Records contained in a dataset

'''

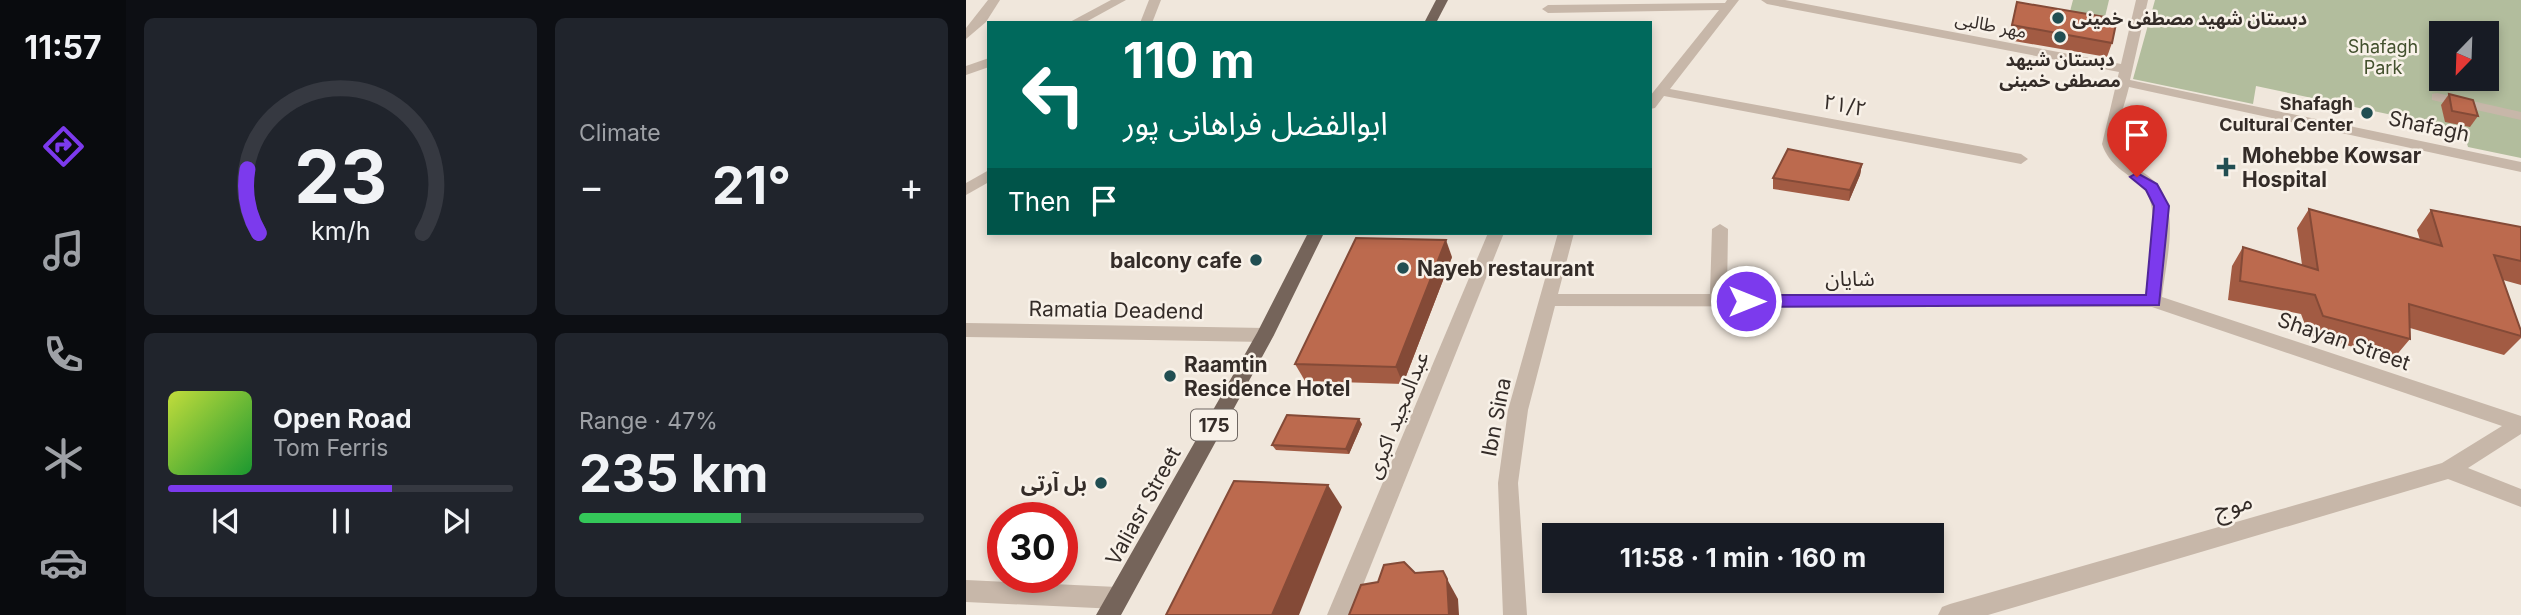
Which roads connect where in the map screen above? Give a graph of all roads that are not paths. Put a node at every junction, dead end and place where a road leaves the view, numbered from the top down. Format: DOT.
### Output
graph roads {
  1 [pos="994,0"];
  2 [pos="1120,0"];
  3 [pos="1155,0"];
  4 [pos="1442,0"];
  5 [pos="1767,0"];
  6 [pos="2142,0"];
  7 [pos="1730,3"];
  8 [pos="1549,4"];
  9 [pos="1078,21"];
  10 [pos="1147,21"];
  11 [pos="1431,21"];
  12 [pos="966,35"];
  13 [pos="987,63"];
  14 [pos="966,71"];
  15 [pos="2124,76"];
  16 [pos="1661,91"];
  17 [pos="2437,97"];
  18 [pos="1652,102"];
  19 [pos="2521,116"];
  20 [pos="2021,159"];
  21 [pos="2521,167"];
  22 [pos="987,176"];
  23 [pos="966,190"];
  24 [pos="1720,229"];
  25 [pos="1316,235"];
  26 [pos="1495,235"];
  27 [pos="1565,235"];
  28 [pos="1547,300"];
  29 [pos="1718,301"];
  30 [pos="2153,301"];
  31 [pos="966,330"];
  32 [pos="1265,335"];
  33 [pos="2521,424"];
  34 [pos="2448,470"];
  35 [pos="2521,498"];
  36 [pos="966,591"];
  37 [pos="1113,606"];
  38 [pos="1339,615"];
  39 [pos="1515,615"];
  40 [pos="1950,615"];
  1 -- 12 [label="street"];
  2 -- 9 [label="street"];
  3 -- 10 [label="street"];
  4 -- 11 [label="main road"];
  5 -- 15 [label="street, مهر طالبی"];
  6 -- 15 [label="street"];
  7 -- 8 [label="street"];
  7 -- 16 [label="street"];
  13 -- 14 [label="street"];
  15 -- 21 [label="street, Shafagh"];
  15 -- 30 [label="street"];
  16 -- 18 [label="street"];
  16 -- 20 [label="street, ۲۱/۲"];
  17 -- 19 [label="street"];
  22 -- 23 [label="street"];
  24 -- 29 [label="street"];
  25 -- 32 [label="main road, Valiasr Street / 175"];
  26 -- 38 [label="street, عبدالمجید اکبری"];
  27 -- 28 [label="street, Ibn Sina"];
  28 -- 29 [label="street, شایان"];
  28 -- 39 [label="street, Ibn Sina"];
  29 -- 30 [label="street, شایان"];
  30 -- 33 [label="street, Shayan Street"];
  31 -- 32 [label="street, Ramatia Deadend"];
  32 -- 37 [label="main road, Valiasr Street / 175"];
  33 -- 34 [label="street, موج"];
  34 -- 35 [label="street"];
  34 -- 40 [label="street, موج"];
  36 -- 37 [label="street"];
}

'''

> Goal of the exercise
Go through the records line by line, and copy each line that holds the string "graph".

> Exercise output
Which roads connect where in the map screen above? Give a graph of all roads that are not paths. Put a node at every junction, dead end and place where a road leaves the view, numbered from the top down. Format: DOT.
graph roads {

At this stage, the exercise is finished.